Your assignment » Your answer should be every line below that includes the word "القبلى".

+--

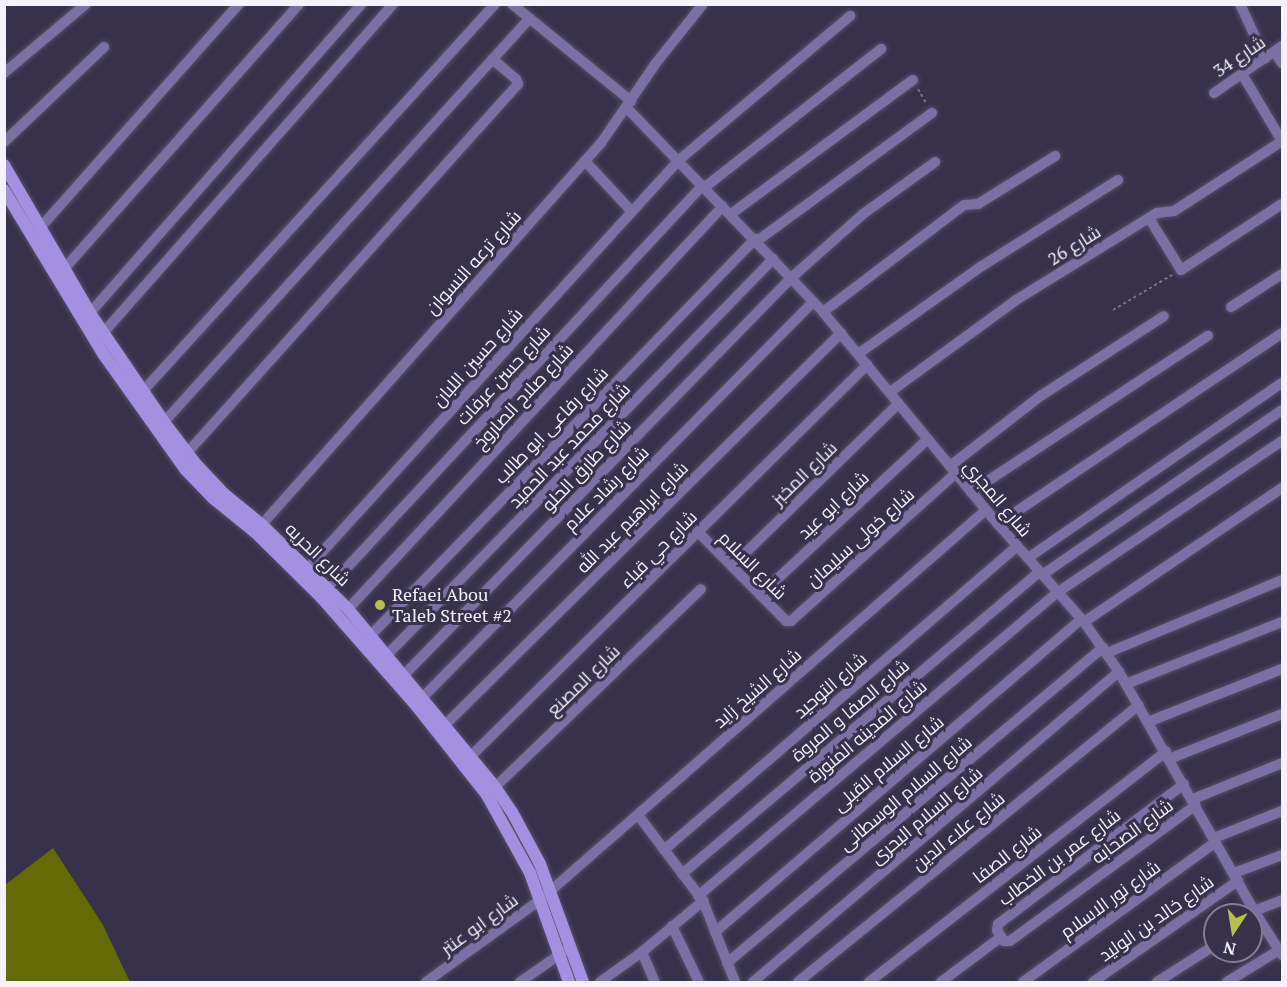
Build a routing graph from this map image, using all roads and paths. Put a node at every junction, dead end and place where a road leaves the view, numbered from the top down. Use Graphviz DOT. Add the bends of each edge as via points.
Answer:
graph roads {
  1 [pos="86,4"];
  2 [pos="239,4"];
  3 [pos="299,4"];
  4 [pos="361,4"];
  5 [pos="393,4"];
  6 [pos="495,4"];
  7 [pos="512,4"];
  8 [pos="703,4"];
  9 [pos="1240,4"];
  10 [pos="850,16"];
  11 [pos="529,19"];
  12 [pos="104,47"];
  13 [pos="881,49"];
  14 [pos="1274,52"];
  15 [pos="492,59"];
  16 [pos="1282,63"];
  17 [pos="4,73"];
  18 [pos="1242,74"];
  19 [pos="913,80"];
  20 [pos="1215,93"];
  21 [pos="629,104"];
  22 [pos="932,113"];
  23 [pos="1282,141"];
  24 [pos="4,142"];
  25 [pos="1055,156"];
  26 [pos="679,160"];
  27 [pos="585,161"];
  28 [pos="935,162"];
  29 [pos="5,167"];
  30 [pos="1118,180"];
  31 [pos="704,186"];
  32 [pos="4,190"];
  33 [pos="1282,204"];
  34 [pos="723,206"];
  35 [pos="632,212"];
  36 [pos="731,214"];
  37 [pos="1149,218"];
  38 [pos="40,228"];
  39 [pos="756,240"];
  40 [pos="773,259"];
  41 [pos="64,269"];
  42 [pos="1181,270"];
  43 [pos="1282,274"];
  44 [pos="791,278"];
  45 [pos="813,302"];
  46 [pos="1231,307"];
  47 [pos="1113,310"];
  48 [pos="823,312"];
  49 [pos="90,313"];
  50 [pos="1164,316"];
  51 [pos="104,332"];
  52 [pos="841,333"];
  53 [pos="1282,333"];
  54 [pos="1208,336"];
  55 [pos="858,354"];
  56 [pos="867,365"];
  57 [pos="1282,383"];
  58 [pos="143,391"];
  59 [pos="890,392"];
  60 [pos="899,403"];
  61 [pos="1282,410"];
  62 [pos="164,422"];
  63 [pos="928,439"];
  64 [pos="1282,441"];
  65 [pos="187,453"];
  66 [pos="953,470"];
  67 [pos="1282,488"];
  68 [pos="971,492"];
  69 [pos="986,510"];
  70 [pos="998,524"];
  71 [pos="258,528"];
  72 [pos="698,532"];
  73 [pos="1017,546"];
  74 [pos="1028,558"];
  75 [pos="732,566"];
  76 [pos="304,572"];
  77 [pos="1041,573"];
  78 [pos="1282,580"];
  79 [pos="328,588"];
  80 [pos="701,589"];
  81 [pos="1058,592"];
  82 [pos="760,595"];
  83 [pos="348,609"];
  84 [pos="1083,620"];
  85 [pos="786,621"];
  86 [pos="1282,622"];
  87 [pos="371,635"];
  88 [pos="1105,650"];
  89 [pos="388,654"];
  90 [pos="1282,669"];
  91 [pos="1119,672"];
  92 [pos="405,674"];
  93 [pos="1126,684"];
  94 [pos="423,697"];
  95 [pos="1138,705"];
  96 [pos="1282,714"];
  97 [pos="1148,722"];
  98 [pos="446,724"];
  99 [pos="471,756"];
  100 [pos="1168,756"];
  101 [pos="1282,763"];
  102 [pos="1184,784"];
  103 [pos="491,791"];
  104 [pos="1194,802"];
  105 [pos="1282,811"];
  106 [pos="638,815"];
  107 [pos="1215,840"];
  108 [pos="664,850"];
  109 [pos="1282,855"];
  110 [pos="682,874"];
  111 [pos="1236,878"];
  112 [pos="551,891"];
  113 [pos="700,898"];
  114 [pos="540,900"];
  115 [pos="1282,900"];
  116 [pos="1248,903"];
  117 [pos="1263,911"];
  118 [pos="672,926"];
  119 [pos="1263,927"];
  120 [pos="715,932"];
  121 [pos="1001,937"];
  122 [pos="570,947"];
  123 [pos="1281,950"];
  124 [pos="642,952"];
  125 [pos="1203,953"];
  126 [pos="559,955"];
  127 [pos="727,963"];
  128 [pos="616,977"];
  129 [pos="426,982"];
  130 [pos="520,982"];
  131 [pos="568,982"];
  132 [pos="583,982"];
  133 [pos="600,982"];
  134 [pos="656,982"];
  135 [pos="699,982"];
  136 [pos="735,982"];
  137 [pos="753,982"];
  138 [pos="798,982"];
  139 [pos="869,982"];
  140 [pos="941,982"];
  141 [pos="1023,982"];
  142 [pos="1093,982"];
  143 [pos="1157,982"];
  144 [pos="1227,982"];
  1 -- 17 [label="street"];
  2 -- 38 [label="street"];
  3 -- 41 [label="street"];
  4 -- 49 [label="street"];
  5 -- 51 [label="street"];
  6 -- 58 [label="street"];
  7 -- 11 [label="street, شارع المجري"];
  8 -- 21 [label="street, شارع ترعه النسوان"];
  9 -- 14 [label="street"];
  10 -- 26 [label="street, شارع حسين اللبان"];
  11 -- 15 [label="street"];
  11 -- 21 [label="street, شارع المجري"];
  12 -- 24 [label="street"];
  13 -- 31 [label="street, شارع حسن عرفات"];
  14 -- 16 [label="street"];
  14 -- 18 [label="street, شارع 34"];
  15 -- 62 [label="street"];
  15 -- 65 [label="street" via="518,84"];
  18 -- 20 [label="street, شارع 34"];
  18 -- 23 [label="street"];
  19 -- 22 [label="path"];
  19 -- 36 [label="street"];
  21 -- 26 [label="street, شارع المجري"];
  21 -- 27 [label="street, شارع ترعه النسوان"];
  22 -- 39 [label="street, شارع رفاعى ابو طالب"];
  23 -- 37 [label="street, شارع 26" via="1174,211"];
  25 -- 48 [label="street" via="978,204 964,205"];
  26 -- 31 [label="street, شارع المجري"];
  26 -- 35 [label="street, شارع حسين اللبان"];
  27 -- 35 [label="street"];
  27 -- 71 [label="street, شارع ترعه النسوان"];
  28 -- 44 [label="street, شارع طارق الحلو" via="870,209"];
  29 -- 38 [label="main road, شارع الحريه"];
  30 -- 55 [label="street" via="982,266"];
  31 -- 34 [label="street, شارع المجري"];
  31 -- 79 [label="street, شارع حسن عرفات"];
  32 -- 71 [label="main road, شارع الحريه" via="104,355 150,422 194,479"];
  33 -- 42 [label="street"];
  34 -- 36 [label="street, شارع المجري"];
  34 -- 83 [label="street, شارع صلاح الصاروخ"];
  35 -- 76 [label="street, شارع حسين اللبان"];
  36 -- 39 [label="street, شارع المجري"];
  37 -- 42 [label="street"];
  37 -- 59 [label="street, شارع 26" via="1016,300"];
  38 -- 41 [label="main road, شارع الحريه"];
  39 -- 40 [label="street, شارع المجري"];
  39 -- 87 [label="street, شارع رفاعى ابو طالب"];
  40 -- 44 [label="street, شارع المجري"];
  40 -- 89 [label="street, شارع محمد عبد الحميد"];
  41 -- 49 [label="main road, شارع الحريه"];
  42 -- 47 [label="path"];
  43 -- 46 [label="street"];
  44 -- 45 [label="street, شارع المجري"];
  44 -- 92 [label="street, شارع طارق الحلو"];
  45 -- 48 [label="street, شارع المجري"];
  45 -- 94 [label="street, شارع رشاد علام"];
  48 -- 52 [label="street, شارع المجري"];
  49 -- 51 [label="main road, شارع الحريه"];
  50 -- 66 [label="street, شارع خولى سليمان" via="1050,389"];
  51 -- 58 [label="main road, شارع الحريه"];
  52 -- 55 [label="street, شارع المجري"];
  52 -- 98 [label="street, شارع ابراهيم عبد الله"];
  53 -- 70 [label="street"];
  54 -- 68 [label="street"];
  55 -- 56 [label="street, شارع المجري"];
  56 -- 59 [label="street, شارع المجري"];
  56 -- 72 [label="street, شارع حي قباء"];
  57 -- 74 [label="street"];
  58 -- 62 [label="main road, شارع الحريه"];
  59 -- 60 [label="street, شارع المجري"];
  60 -- 63 [label="street, شارع المجري"];
  60 -- 75 [label="street, شارع المخبز"];
  61 -- 77 [label="street, شارع الصفا و المروة"];
  62 -- 65 [label="main road, شارع الحريه"];
  63 -- 66 [label="street, شارع المجري"];
  63 -- 82 [label="street, شارع ابو عيد"];
  64 -- 81 [label="street, شارع المدينه المنورة"];
  65 -- 71 [label="main road, شارع الحريه"];
  66 -- 68 [label="street, شارع المجري"];
  66 -- 85 [label="street, شارع خولى سليمان" via="793,620"];
  67 -- 84 [label="street, شارع السلام القبلى"];
  68 -- 69 [label="street, شارع المجري"];
  69 -- 70 [label="street, شارع المجري"];
  69 -- 106 [label="street, شارع الشيخ زايد"];
  70 -- 73 [label="street, شارع المجري"];
  71 -- 76 [label="main road, شارع الحريه"];
  72 -- 75 [label="street, شارع السلام"];
  72 -- 99 [label="street, شارع حي قباء"];
  73 -- 74 [label="street, شارع المجري"];
  73 -- 108 [label="street, شارع التوحيد"];
  74 -- 77 [label="street, شارع المجري"];
  75 -- 82 [label="street, شارع السلام"];
  76 -- 79 [label="main road, شارع الحريه"];
  76 -- 103 [label="main road, شارع الحريه"];
  77 -- 81 [label="street, شارع المجري"];
  77 -- 110 [label="street, شارع الصفا و المروة"];
  78 -- 88 [label="street, شارع السلام الوسطانى"];
  79 -- 83 [label="main road, شارع الحريه"];
  80 -- 103 [label="street, شارع المصنع"];
  81 -- 84 [label="street, شارع المجري"];
  81 -- 113 [label="street, شارع المدينه المنورة"];
  82 -- 85 [label="street, شارع السلام"];
  83 -- 87 [label="main road, شارع الحريه"];
  84 -- 88 [label="street, شارع المجري"];
  84 -- 120 [label="street, شارع السلام القبلى"];
  86 -- 93 [label="street"];
  87 -- 89 [label="main road, شارع الحريه"];
  88 -- 91 [label="street, شارع المجري"];
  88 -- 127 [label="street, شارع السلام الوسطانى"];
  89 -- 92 [label="main road, شارع الحريه"];
  90 -- 97 [label="street"];
  91 -- 93 [label="street, شارع المجري"];
  91 -- 137 [label="street, شارع السلام البحرى"];
  92 -- 94 [label="main road, شارع الحريه"];
  93 -- 95 [label="street, شارع المجري"];
  94 -- 98 [label="main road, شارع الحريه"];
  95 -- 97 [label="street, شارع المجري"];
  95 -- 138 [label="street, شارع علاء الدين"];
  96 -- 100 [label="street, شارع الصفا"];
  97 -- 100 [label="street, شارع المجري"];
  98 -- 99 [label="main road, شارع الحريه"];
  99 -- 103 [label="main road, شارع الحريه"];
  100 -- 102 [label="street, شارع المجري"];
  100 -- 139 [label="street, شارع الصفا"];
  101 -- 104 [label="street"];
  102 -- 104 [label="street, شارع المجري"];
  102 -- 121 [label="street, شارع عمر بن الخطاب" via="998,924"];
  103 -- 112 [label="main road, شارع الحريه" via="527,838"];
  103 -- 114 [label="main road, شارع الحريه"];
  104 -- 107 [label="street, شارع المجري"];
  104 -- 121 [label="street, شارع الصحابه" via="1010,941"];
  105 -- 107 [label="street, شارع نور الاسلام"];
  106 -- 108 [label="street"];
  106 -- 112 [label="street, شارع الشيخ زايد"];
  107 -- 111 [label="street, شارع المجري"];
  107 -- 141 [label="street, شارع نور الاسلام"];
  108 -- 110 [label="street"];
  109 -- 111 [label="street, شارع خالد بن الوليد"];
  110 -- 113 [label="street"];
  111 -- 116 [label="street, شارع المجري"];
  111 -- 142 [label="street, شارع خالد بن الوليد"];
  112 -- 114 [label="street, شارع ابو عنتر"];
  112 -- 122 [label="main road, شارع الحريه"];
  113 -- 118 [label="street, شارع المدينه المنورة"];
  113 -- 120 [label="street"];
  114 -- 126 [label="main road, شارع الحريه"];
  114 -- 129 [label="street, شارع ابو عنتر"];
  115 -- 117 [label="street"];
  118 -- 124 [label="street, شارع المدينه المنورة"];
  118 -- 135 [label="street"];
  119 -- 123 [label="street, شارع المجري"];
  120 -- 127 [label="street"];
  121 -- 140 [label="street, شارع عمر بن الخطاب"];
  122 -- 126 [label="street"];
  122 -- 132 [label="main road, شارع الحريه"];
  123 -- 144 [label="street"];
  124 -- 128 [label="street, شارع المدينه المنورة"];
  124 -- 134 [label="street"];
  125 -- 143 [label="street"];
  126 -- 130 [label="street"];
  126 -- 131 [label="main road, شارع الحريه"];
  127 -- 136 [label="street"];
  128 -- 133 [label="street, شارع المدينه المنورة"];
}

+--

Result below »
  67 -- 84 [label="street, شارع السلام القبلى"];
  84 -- 120 [label="street, شارع السلام القبلى"];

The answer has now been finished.